La recién llegada lo miró con cansancio e hizo una mueca de disgusto. Ella se llamaba Celia Melina Whilhelm, pero en el grupo todos la conocían por su primer nombre. Y todo eso, era culpa de ese chico que en ese momento se estaba burlando de ella.

—...El lunes fue un fracaso... No vino, ya lo sé...— siguió cantando, no tenía mala voz, pero esa escena era molesta para ella, aunque nadie parecía enterarse de eso, pues todos reían celebrando la broma —... Porque al otro domingo, de nuevo la encontré...

Celia caminó hacia su pupitre, intentando ignorar todo y a todos en el lugar. Pero, a decir verdad, desde que había comenzado las clases en la Facultad de Bellas artes de La Plata, esa situación la incomodaba y mucho.

Todos sabían su nombre completo y de que familia provenía. Todos preferían eludirla, salvo que fuera para molestarla, como estaba haciendo Cristian en ese momento.

—... Así comienza nuestro amor, en primavera...— insistía ese muchacho de piel morena y cabello oscuro desde su lugar, al final de la fila que daba a la pared de las ventanas—... Cuando las rosas del rosal son como ¡Celia!

Al escuchar la manera en la que Cristian había dicho su nombre, Celia, se sobresaltó. Dicho a gritos, como si le estuviera llamando la atención en algún tipo de consigna militar. En eso consistía la broma, en recordarle la manera en la que su padre se ganaba la vida.

Sabía que podía defenderse. Que estaba en su justo derecho de advertirle que se detuviera o le avisaría a su papá de esas bromas. A fin de cuentas, no era una simple broma de pésimo gusto, sino que, además, era algo que estaba en contra de las normas de ese gobierno. Pero, no lo haría. En cambio, prefirió no decir nada, solo agachar la cabeza y apretar los dientes, sintiendo ganas de llorar.

Bien sabía que podía comentarle a su papá sobre estas cosas habituales en su día a día. Pero no quería hacerlo, porque sabía, también, como actuaría su papá al enterarse y esa reacción era la que quería evitar. No le gustaba y ni le parecía justo para sus compañeros o para ella la forma en la que se manejaban las cosas ahí.

—Ahora solo me pregunto quizás me quiera— insistía sin dejar de mirarla con una media sonrisa taimada que indicaba muy bien cuán a lo grande se la estaba pasando al verla tan incómoda y reducida en su pupitre con la vista clavada al frente —...Y no hago más que repetir tu nombre ¡Celia!

Las risas seguían girando a su alrededor, sintió como las miradas de todos sus compañeros se encontraban puestas en ella. Como la señalaban y se burlaban de su sufrimiento silencioso.

Miró la hora en su reloj de pulsera, eran las seis y media de la mañana. Solo tendría que aguantar media hora más de burlas y risitas solapadas hasta que llegara el profesor de la asignatura de ese día. Solo medía hora más y la cosa habría terminado. Al menos, eso sería por el momento. Al menos, tendría un respiro de tanta crueldad.

—Entramos juntos a la iglesia, por vez primera...— Cristian cantó con burla los últimos versos de esa espantosa canción a la que ella debía su primer nombre, los últimos versos que a ella le parecían los más tortuosos —... Para que Dios desde el altar nos bendijera...

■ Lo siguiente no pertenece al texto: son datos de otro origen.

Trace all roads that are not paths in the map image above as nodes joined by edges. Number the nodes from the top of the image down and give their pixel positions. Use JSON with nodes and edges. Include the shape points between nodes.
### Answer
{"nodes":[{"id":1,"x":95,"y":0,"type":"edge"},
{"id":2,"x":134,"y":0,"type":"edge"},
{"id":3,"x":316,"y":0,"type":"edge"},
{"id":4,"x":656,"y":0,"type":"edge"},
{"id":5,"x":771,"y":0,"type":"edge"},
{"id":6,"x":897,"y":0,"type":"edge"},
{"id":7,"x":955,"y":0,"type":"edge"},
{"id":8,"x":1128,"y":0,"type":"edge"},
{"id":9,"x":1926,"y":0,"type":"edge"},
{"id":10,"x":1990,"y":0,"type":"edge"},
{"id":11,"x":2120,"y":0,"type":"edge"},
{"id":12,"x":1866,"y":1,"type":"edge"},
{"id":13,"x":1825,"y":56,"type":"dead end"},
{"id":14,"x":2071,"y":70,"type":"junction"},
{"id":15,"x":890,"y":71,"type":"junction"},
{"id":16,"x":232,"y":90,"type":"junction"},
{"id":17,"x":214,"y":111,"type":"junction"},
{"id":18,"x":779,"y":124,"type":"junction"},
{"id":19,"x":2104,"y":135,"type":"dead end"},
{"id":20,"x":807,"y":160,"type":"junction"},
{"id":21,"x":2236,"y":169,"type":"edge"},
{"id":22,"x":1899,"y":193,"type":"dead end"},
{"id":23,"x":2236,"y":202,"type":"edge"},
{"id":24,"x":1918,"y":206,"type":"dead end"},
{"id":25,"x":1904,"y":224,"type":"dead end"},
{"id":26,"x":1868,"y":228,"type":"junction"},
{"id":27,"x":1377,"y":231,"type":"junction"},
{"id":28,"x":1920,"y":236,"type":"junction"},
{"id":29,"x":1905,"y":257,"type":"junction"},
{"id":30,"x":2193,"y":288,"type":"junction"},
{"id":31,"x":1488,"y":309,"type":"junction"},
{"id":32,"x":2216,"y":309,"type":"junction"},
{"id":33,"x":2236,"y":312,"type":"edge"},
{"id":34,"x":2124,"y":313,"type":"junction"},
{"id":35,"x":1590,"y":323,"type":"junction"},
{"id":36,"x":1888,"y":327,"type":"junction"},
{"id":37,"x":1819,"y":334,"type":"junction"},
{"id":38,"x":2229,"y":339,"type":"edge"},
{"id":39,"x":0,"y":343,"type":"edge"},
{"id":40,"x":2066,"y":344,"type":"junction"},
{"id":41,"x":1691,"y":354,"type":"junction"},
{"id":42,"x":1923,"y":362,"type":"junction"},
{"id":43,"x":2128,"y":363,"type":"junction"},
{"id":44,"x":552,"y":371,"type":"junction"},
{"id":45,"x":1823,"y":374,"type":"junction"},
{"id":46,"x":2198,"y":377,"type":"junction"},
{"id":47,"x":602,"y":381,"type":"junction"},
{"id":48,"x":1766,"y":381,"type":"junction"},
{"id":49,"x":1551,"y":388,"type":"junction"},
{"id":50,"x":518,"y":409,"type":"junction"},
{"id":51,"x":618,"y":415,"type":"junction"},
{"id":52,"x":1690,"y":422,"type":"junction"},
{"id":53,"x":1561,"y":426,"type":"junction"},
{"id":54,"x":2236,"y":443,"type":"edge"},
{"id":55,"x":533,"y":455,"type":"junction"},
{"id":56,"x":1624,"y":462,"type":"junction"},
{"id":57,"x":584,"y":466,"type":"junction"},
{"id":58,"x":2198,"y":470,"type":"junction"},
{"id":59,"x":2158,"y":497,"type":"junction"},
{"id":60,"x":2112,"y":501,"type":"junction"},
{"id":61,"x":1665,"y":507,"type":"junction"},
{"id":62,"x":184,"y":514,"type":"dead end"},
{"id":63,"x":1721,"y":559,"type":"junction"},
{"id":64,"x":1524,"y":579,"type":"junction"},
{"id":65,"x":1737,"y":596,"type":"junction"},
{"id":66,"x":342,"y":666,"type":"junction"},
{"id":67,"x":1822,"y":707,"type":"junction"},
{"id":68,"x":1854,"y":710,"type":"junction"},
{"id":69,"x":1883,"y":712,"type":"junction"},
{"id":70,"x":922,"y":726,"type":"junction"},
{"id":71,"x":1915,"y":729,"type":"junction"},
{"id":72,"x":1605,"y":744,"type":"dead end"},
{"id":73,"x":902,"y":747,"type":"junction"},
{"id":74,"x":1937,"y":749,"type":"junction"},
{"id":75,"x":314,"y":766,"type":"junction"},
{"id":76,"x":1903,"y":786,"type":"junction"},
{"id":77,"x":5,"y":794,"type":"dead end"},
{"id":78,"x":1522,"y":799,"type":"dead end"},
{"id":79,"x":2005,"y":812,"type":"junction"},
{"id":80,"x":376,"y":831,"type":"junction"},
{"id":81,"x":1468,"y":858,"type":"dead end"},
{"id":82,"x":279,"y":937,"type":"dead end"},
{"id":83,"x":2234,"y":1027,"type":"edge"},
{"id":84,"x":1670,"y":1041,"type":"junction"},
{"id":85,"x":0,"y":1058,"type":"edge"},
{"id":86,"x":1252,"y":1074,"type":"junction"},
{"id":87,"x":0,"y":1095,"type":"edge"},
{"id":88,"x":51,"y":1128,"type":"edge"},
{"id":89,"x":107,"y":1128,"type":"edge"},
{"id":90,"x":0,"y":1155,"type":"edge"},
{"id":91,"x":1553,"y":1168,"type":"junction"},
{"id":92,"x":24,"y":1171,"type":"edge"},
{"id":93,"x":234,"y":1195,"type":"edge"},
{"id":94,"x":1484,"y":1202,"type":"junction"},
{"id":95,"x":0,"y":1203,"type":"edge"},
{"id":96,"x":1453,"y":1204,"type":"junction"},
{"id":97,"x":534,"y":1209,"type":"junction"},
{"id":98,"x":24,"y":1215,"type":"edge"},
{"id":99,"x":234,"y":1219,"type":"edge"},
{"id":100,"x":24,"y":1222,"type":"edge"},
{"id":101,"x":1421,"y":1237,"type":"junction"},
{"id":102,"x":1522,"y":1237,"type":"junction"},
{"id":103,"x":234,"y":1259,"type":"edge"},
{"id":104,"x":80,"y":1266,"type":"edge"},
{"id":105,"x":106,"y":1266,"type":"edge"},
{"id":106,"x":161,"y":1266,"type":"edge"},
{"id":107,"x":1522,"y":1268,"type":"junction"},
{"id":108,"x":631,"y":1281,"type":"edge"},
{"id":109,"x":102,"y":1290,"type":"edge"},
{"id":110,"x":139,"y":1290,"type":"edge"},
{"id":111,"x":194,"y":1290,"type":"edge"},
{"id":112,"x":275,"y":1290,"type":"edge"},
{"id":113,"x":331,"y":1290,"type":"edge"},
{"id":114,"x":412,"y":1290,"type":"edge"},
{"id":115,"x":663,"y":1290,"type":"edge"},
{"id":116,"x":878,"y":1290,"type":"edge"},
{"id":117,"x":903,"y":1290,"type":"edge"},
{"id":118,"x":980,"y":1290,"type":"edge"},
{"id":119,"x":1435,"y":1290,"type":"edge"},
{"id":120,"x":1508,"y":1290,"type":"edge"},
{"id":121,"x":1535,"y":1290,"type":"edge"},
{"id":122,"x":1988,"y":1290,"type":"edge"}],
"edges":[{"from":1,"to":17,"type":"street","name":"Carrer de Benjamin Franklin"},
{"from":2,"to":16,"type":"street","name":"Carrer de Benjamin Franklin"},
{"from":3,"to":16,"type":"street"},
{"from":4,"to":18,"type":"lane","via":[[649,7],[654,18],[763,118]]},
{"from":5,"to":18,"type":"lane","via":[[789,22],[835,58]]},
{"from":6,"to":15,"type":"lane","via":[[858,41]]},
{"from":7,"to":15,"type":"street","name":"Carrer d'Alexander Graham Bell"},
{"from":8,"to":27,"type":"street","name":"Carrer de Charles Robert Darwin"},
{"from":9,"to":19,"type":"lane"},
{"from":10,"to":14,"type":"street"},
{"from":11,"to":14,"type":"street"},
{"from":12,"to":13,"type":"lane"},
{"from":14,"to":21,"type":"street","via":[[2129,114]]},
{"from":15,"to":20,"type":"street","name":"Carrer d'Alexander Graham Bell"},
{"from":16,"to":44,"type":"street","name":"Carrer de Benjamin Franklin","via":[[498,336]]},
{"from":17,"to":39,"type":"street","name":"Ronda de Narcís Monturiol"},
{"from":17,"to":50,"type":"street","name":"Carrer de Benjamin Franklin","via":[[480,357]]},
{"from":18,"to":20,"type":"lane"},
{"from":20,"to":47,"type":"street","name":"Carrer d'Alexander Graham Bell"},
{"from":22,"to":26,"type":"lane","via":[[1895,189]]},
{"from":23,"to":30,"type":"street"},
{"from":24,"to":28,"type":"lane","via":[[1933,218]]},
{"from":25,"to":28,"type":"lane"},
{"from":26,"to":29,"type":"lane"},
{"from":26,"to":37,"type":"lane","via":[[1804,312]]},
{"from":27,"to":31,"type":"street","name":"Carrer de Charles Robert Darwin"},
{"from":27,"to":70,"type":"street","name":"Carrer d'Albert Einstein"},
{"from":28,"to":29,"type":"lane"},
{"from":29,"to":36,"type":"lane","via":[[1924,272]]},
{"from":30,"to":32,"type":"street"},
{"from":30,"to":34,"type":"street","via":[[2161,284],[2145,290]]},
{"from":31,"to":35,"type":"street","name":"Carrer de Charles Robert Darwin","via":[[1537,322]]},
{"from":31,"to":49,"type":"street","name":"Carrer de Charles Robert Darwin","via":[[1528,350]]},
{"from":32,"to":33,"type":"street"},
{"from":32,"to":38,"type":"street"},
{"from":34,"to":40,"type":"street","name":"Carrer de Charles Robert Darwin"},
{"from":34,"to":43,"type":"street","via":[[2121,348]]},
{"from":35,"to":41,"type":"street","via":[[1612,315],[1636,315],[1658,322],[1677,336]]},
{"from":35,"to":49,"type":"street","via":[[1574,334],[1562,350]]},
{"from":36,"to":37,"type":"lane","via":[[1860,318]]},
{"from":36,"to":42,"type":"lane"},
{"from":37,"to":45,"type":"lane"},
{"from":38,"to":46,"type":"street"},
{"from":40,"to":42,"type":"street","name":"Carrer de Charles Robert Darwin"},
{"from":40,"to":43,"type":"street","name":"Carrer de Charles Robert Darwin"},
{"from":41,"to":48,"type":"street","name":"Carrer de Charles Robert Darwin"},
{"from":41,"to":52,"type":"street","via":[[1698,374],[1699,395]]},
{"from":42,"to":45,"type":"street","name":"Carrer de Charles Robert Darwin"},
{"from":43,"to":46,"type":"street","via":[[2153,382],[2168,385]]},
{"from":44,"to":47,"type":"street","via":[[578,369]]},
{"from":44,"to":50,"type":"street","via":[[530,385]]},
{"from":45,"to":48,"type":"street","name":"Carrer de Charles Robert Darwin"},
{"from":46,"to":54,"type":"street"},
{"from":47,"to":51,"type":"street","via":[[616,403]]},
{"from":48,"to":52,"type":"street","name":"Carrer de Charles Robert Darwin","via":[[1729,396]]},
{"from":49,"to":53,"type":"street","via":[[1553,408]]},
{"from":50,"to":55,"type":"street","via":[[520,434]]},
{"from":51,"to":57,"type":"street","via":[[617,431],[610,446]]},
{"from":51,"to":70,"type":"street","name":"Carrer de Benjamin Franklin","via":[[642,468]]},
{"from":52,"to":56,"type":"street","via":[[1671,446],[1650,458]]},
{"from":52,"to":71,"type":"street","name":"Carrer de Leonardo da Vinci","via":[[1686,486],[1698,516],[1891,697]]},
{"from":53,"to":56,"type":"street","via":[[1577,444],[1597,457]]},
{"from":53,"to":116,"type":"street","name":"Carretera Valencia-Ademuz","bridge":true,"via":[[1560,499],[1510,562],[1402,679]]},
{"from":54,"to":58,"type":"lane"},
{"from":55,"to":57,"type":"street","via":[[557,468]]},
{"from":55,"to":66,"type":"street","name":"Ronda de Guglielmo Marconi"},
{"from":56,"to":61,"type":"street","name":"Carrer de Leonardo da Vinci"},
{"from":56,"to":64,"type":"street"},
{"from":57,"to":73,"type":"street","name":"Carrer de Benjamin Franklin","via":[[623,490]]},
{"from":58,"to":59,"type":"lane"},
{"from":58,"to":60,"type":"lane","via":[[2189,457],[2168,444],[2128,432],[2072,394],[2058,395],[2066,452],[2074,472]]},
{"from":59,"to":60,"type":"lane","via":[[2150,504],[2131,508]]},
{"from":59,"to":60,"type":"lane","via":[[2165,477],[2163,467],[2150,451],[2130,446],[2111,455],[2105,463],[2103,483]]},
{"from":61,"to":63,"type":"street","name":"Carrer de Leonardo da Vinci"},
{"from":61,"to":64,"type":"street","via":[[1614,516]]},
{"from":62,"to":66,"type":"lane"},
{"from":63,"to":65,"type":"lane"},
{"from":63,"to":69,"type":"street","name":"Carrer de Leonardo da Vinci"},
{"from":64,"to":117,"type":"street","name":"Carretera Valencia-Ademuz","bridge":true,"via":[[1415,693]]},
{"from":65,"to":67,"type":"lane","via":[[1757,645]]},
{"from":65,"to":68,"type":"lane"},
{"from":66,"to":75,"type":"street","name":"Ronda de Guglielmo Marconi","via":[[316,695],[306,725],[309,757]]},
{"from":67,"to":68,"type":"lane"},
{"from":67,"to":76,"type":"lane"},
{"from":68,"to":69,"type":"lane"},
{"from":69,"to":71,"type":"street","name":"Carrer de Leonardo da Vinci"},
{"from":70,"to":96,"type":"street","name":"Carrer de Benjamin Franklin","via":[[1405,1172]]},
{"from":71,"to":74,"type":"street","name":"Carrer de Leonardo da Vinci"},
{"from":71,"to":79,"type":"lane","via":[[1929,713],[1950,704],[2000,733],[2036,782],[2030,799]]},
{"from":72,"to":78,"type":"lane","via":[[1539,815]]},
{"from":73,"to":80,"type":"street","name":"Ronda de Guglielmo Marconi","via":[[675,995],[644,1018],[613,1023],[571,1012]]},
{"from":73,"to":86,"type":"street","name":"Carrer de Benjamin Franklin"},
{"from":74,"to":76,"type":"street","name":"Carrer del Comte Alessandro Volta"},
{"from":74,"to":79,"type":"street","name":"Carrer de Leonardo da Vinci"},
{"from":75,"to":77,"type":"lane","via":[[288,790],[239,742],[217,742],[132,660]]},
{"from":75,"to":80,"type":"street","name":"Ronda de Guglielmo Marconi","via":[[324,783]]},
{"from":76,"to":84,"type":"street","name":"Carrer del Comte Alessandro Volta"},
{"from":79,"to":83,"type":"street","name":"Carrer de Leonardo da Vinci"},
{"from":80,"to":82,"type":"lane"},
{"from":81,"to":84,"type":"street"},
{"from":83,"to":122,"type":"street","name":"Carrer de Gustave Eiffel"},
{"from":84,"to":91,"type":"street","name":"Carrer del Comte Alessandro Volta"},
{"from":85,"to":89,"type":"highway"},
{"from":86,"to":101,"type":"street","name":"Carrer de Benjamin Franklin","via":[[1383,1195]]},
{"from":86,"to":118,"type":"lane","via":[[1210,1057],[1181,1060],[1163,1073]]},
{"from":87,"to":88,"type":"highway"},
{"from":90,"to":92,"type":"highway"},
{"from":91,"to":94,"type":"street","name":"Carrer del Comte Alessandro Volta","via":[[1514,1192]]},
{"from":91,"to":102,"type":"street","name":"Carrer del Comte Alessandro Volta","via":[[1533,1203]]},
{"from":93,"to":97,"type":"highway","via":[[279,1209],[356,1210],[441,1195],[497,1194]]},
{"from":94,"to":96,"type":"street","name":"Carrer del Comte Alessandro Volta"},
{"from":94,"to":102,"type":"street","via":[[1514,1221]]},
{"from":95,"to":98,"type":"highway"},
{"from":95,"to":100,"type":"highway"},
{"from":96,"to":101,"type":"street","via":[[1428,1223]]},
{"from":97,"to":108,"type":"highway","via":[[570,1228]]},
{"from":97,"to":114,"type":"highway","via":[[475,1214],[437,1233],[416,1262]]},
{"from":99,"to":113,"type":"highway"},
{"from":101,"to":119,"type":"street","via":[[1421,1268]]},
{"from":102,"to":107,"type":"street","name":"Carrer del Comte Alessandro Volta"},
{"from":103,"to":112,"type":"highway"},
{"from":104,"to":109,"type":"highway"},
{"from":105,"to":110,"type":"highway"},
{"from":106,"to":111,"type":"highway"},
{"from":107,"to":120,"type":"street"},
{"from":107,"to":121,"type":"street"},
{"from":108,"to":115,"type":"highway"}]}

Por el rabillo del ojo, vio como la puerta del salón de clases se abría. Su corazón dio un vuelco, creyendo que ya había llegado el profesor que la vendría a salvar. Pero no, comprobó con gran desilusión que el joven de cabello rubio y aspecto desaliñado no era el profesor. Solo era uno de los estudiantes que solían llegar tarde a la primera hora de la mañana.